Comment by ninjagoo
2 months ago
> Those aren't super rare these days, I don't know why arbitrary credentials would matter for this purpose
It's an indicator that that demographic isn't opposed to using AI as a conversational tool and find it useful for that purpose - an instant, "smarter" library, if you will.
> The actual fact was incidental, and this conflict regularly led to impasse where I'd clarify I don't care what the internet says etc.. and I'm fine with that because he wasn't really interested in thought exercises.
Thought exercises are better, imho, when they're grounded in facts. Why wouldn't you care what the facts are? Can one have the same level of discourse about space with someone who isn't aware that the Earth is round and thinks it is flat?
> A concrete hypothetical mundane example might be posing "How do you think the Iran war might impact gas prices here?" and they'd just look up the history and trends, and then kind of stop there. Dull, I want a human response, speculate and build on it, let yourself be wrong.
Color me confused. Are you looking for a panic or doomsday response or? What does "human response" even mean? A human looked at the history and trends, that's that human's response to the question!
Looking up the history and trends, and building on those facts could be a deeper dive into the wonders of economics, an exploration of the interconnected-ness and dependence of the various parts of the economy on oil and gas (fertilizer, plastics, and their downstream industries), where the fractionating plants are, where they get their raw materials from, how tied into futures contracts those are, who's got long-term contracts insulating them from the impact, what's that % of folks insulated for 3 months, 6 months, 12 months etc. etc.
I have to say, asking me to speculate and build on a topic that I know nothing about would invite a 'lookup' response from me as well; that's just (imho) a critical thinker style. Once the lookup is done, as a questioner, may I suggest asking probing questions to move the conversation forward - that's what I do.
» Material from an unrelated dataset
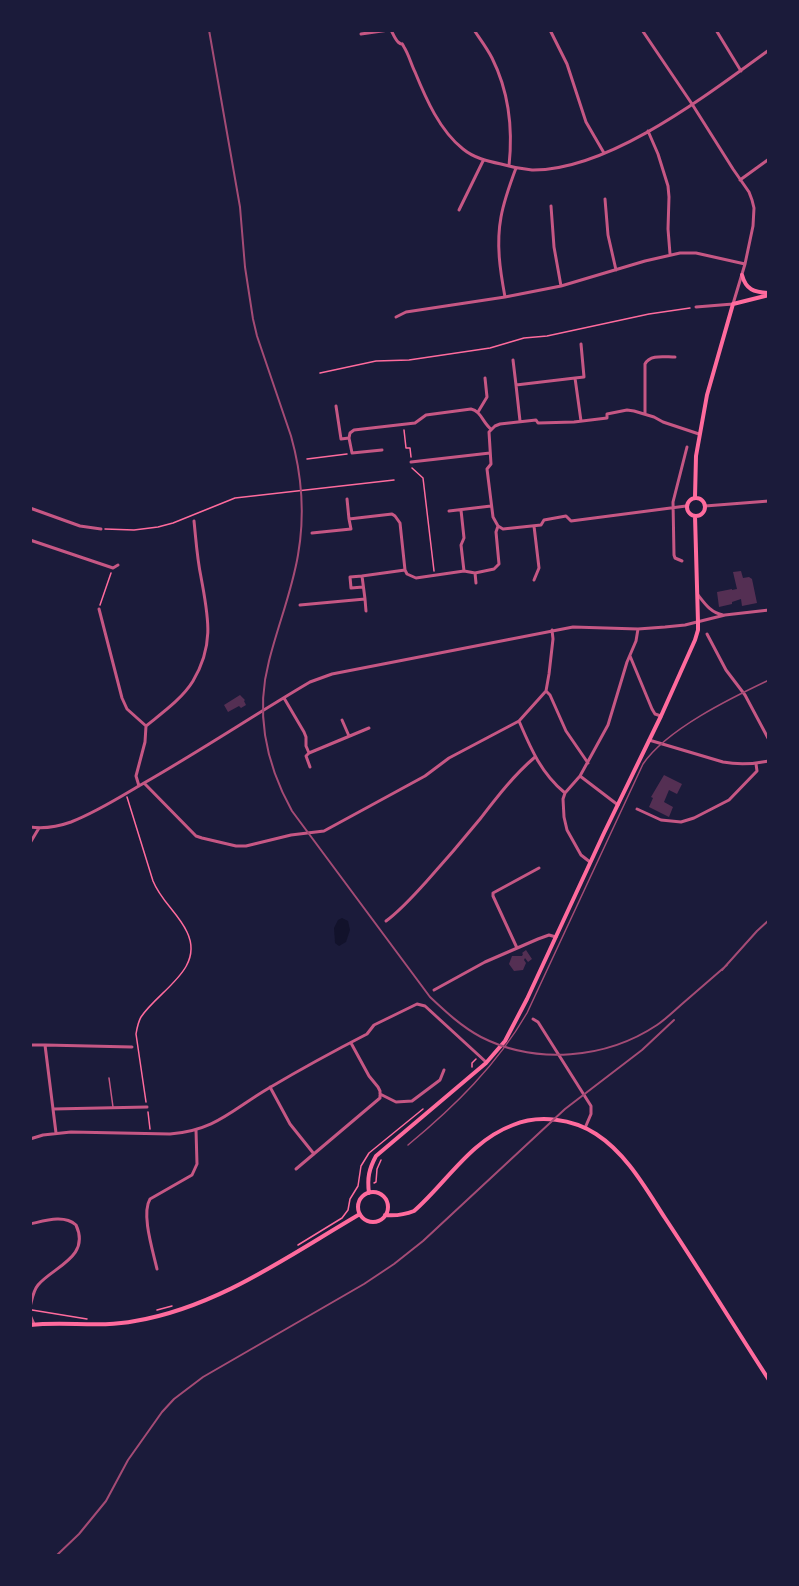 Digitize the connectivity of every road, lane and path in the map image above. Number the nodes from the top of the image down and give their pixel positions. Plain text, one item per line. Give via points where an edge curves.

Just out of curiosity, are you a D&D player, or a Fantasy or adjacent creative? I'm wondering what sort of nature would want to elicit an ungrounded speculative response, and I can imagine an enjoyer or creator of fantasy looking for a creative, speculative, thought exercise with a real world question as a starting point.
Ultimately the example was just the quickest hypothetical I came up with in the moment to illustrate the point, but it could have been better and was usually just an off the cuff prompt in which there are potentially facts available but the factual answer is inconsequential. A real example was much more trivial or casually philosophical. I'd ask what they meant when they'd use the word "dynamic" in a specific context, because we seemed to use it slightly differently, and he just googled the definition as if I didn't know it, and he'd get frustrated when I clarified "No, I was asking what you meant, not what the definition is". It's a personal and/or possibly nuanced question (what I meant by human) rather than an objective concrete thing. In another case, they were talking about their interest in learning to sail, talking about possibly joining a sailing club as we happened to walk by a marina on our way to an unrelated activity we both shared an interest in. Trying to build on their topic, I said something like "I wonder what's involved in establishing a Marina, do you think their zoning controls are similar to every pther commerical venture, or is the shoreline controlled differently?". The factual answer isn't important, we're not going to open a marina, but I was hoping he'd just roll with it and speculate. Instead, he just bailed immediately as though I expected him to know the exact numbers, and it stalled. I clarified and said I didn't expect him to know, that's why it's interesting. If he did know, then that's cool too, we could carry on, but there was no aspect of curiosity expressed.
> Just out of curiosity, are you a D&D player, or a Fantasy or adjacent creative? I'm wondering what sort of nature would want to elicit an ungrounded speculative response, and I can imagine an enjoyer or creator of fantasy looking for a creative, speculative, thought exercise with a real world question as a starting point.
Nope, software engineer, interested in creative fields but not so much D&D or fantasy roleplaying, just fantasy video games and TV, but it's not something I think about in terms of character building or lore, just entertainment.
Thanks for clarifying. Yes, sounds like someone with not a very strong imagination or curiosity. That's no fun.